Equilibrium recently hosted Thomas Bertani, founder and CEO of blockchain oracle service Provable Things for an AMA session that covered his background, his company, and how he thinks about certain problems within the space.
The AMA session was streamed for a live audience that chimed in with their own questions. If you want to watch that, it’s available right here on YouTube. If you’d rather read text that condenses the hour-long video to several paragraphs, then keep reading right along:
Tell us a little bit more about yourself and how you got started in the blockchain world.
I’ve been in the space since 2012, so a total of 8 years. Over those 8 years I can definitely say that the blockchain world has changed so many times. Every time it changes it feels like a new ecosystem. That’s not to say we start from scratch every time, but that there’s a different hot topic every couple of years. It depends on what the interesting use cases are, the alternatives, and what’s left to be made.

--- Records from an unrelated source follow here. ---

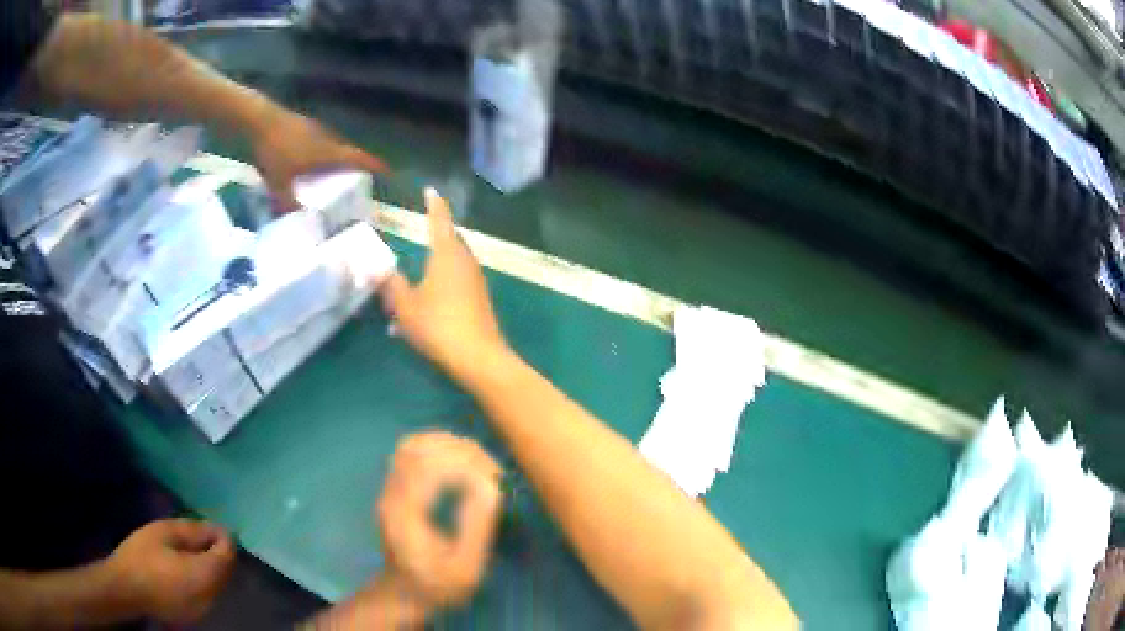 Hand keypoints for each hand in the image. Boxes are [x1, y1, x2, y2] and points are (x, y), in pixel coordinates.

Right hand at [106, 519, 234, 623]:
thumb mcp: (163, 533)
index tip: (213, 523)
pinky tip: (187, 566)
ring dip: (211, 565)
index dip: (223, 537)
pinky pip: (207, 593)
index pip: (227, 556)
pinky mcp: (194, 615)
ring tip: (194, 547)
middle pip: (225, 572)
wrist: (125, 589)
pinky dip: (204, 577)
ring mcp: (204, 610)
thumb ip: (191, 531)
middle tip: (203, 532)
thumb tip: (212, 530)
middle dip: (218, 551)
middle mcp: (211, 597)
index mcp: (204, 576)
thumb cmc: (141, 557)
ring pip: (217, 584)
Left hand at [250, 109, 387, 211]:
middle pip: (345, 152)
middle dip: (351, 166)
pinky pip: (316, 142)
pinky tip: (302, 162)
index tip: (388, 172)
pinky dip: (316, 153)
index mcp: (327, 152)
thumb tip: (296, 220)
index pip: (357, 158)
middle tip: (351, 181)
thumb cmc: (274, 149)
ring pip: (330, 147)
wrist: (260, 118)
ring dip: (332, 159)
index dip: (374, 165)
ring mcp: (314, 129)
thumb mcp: (278, 182)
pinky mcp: (302, 125)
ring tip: (326, 175)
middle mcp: (326, 139)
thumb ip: (287, 203)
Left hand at [377, 431, 503, 609]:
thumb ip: (476, 528)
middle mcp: (391, 496)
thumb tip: (491, 486)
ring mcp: (390, 489)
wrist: (404, 593)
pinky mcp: (395, 488)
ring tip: (481, 463)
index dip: (463, 464)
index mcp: (405, 516)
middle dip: (459, 451)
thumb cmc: (438, 586)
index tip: (495, 478)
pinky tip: (461, 462)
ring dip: (448, 445)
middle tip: (493, 470)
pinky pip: (411, 453)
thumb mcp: (465, 568)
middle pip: (417, 449)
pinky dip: (438, 448)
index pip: (427, 469)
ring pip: (412, 445)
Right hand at [380, 188, 507, 382]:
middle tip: (423, 232)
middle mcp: (464, 261)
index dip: (434, 205)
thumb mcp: (405, 306)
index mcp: (446, 254)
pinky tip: (428, 305)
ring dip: (438, 264)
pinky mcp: (480, 300)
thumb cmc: (437, 325)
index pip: (439, 221)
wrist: (477, 357)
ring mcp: (476, 281)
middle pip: (450, 241)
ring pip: (454, 263)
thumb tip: (379, 270)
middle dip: (436, 235)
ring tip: (418, 275)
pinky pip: (458, 282)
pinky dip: (443, 284)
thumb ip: (390, 285)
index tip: (431, 191) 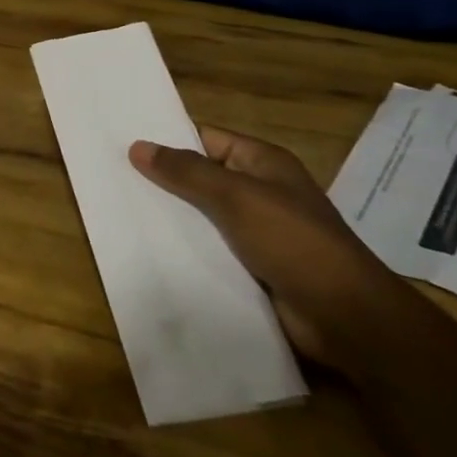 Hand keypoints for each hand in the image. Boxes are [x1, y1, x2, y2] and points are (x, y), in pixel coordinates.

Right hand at [128, 125, 413, 369]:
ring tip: (120, 215)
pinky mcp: (252, 268)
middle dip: (162, 182)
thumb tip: (138, 146)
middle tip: (111, 180)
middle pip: (200, 178)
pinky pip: (210, 251)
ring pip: (201, 217)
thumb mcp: (236, 196)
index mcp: (262, 163)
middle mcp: (259, 192)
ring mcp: (256, 232)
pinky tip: (149, 252)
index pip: (205, 139)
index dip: (167, 140)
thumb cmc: (293, 241)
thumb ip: (186, 172)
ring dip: (170, 220)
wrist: (345, 317)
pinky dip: (185, 251)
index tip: (123, 144) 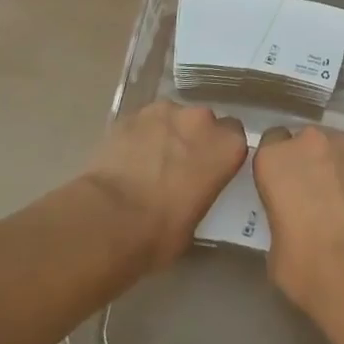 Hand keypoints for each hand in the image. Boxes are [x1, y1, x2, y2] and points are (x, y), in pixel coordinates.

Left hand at [83, 101, 246, 272]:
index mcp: (227, 146)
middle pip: (203, 122)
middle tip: (179, 166)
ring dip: (167, 133)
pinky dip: (140, 135)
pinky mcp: (132, 114)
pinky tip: (128, 157)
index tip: (210, 167)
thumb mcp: (198, 218)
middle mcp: (201, 120)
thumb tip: (194, 187)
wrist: (109, 220)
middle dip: (194, 138)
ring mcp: (165, 111)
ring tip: (149, 161)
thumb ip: (205, 188)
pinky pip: (144, 121)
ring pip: (172, 118)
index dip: (220, 151)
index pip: (234, 136)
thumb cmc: (161, 232)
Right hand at [253, 125, 343, 327]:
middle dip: (312, 162)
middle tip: (318, 196)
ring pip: (341, 149)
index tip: (285, 186)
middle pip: (308, 142)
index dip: (280, 165)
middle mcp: (311, 141)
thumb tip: (295, 220)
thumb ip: (282, 216)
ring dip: (341, 168)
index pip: (272, 143)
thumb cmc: (307, 267)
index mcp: (275, 159)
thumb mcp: (275, 248)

I had a technical background and I was interested in parallel computing during university. It’s what’s under the hood when it comes to typical proof of work mining. I discovered Bitcoin because of GPU mining parallel computing aspect. I started out of technical interest. No one knew anything back then about Bitcoin or its implications. My friends asked me what I was doing with this “fake money,” they had no context for it.
After 4 or 5 months of this, I decided I wanted to pursue it full time. I left university and my job, and I started getting involved. I went to some meetups to build a community of other people crazy enough to be interested in Bitcoin, as there was nothing else around at the time. Then I was employee number four of a Texas-based mining company. We very quickly won 5% of the total Bitcoin hashrate.

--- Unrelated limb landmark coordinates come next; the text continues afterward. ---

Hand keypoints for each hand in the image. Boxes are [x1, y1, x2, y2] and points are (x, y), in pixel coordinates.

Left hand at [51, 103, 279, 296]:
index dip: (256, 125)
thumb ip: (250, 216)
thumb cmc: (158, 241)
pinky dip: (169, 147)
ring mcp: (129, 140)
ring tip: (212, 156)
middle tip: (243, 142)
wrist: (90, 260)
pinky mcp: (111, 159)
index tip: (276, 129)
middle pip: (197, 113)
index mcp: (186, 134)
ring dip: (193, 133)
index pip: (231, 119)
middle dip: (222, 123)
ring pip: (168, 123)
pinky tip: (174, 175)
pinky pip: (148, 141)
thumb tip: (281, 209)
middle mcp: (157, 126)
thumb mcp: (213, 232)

What led you to create Provable Things? What is the company all about?
This is an easy question to answer today. It was harder to answer three years ago. I came up with the idea while preparing a presentation for crypto, explaining why cryptocurrency was important to a general audience, to everyone. I had to explain how blockchain could have an impact on anything in the world. The missing piece was the oracle. The oracle is what makes blockchains speak with the
It can read real-world events, we needed it. That’s what Oraclize, now called Provable Things, has been doing for over five years.
Do smart contracts play a role in this? How does this actually function?
Any external site we want to get data from becomes a data source. This calls for communication with a dApp or smart contract. The third entity in the system is normally a smart contract. The smart contract, the oracle, and the data source — the oracle wants to make the other two parties communicate. You want to encode the data without tampering with that data in transit, enabling it in a secure way.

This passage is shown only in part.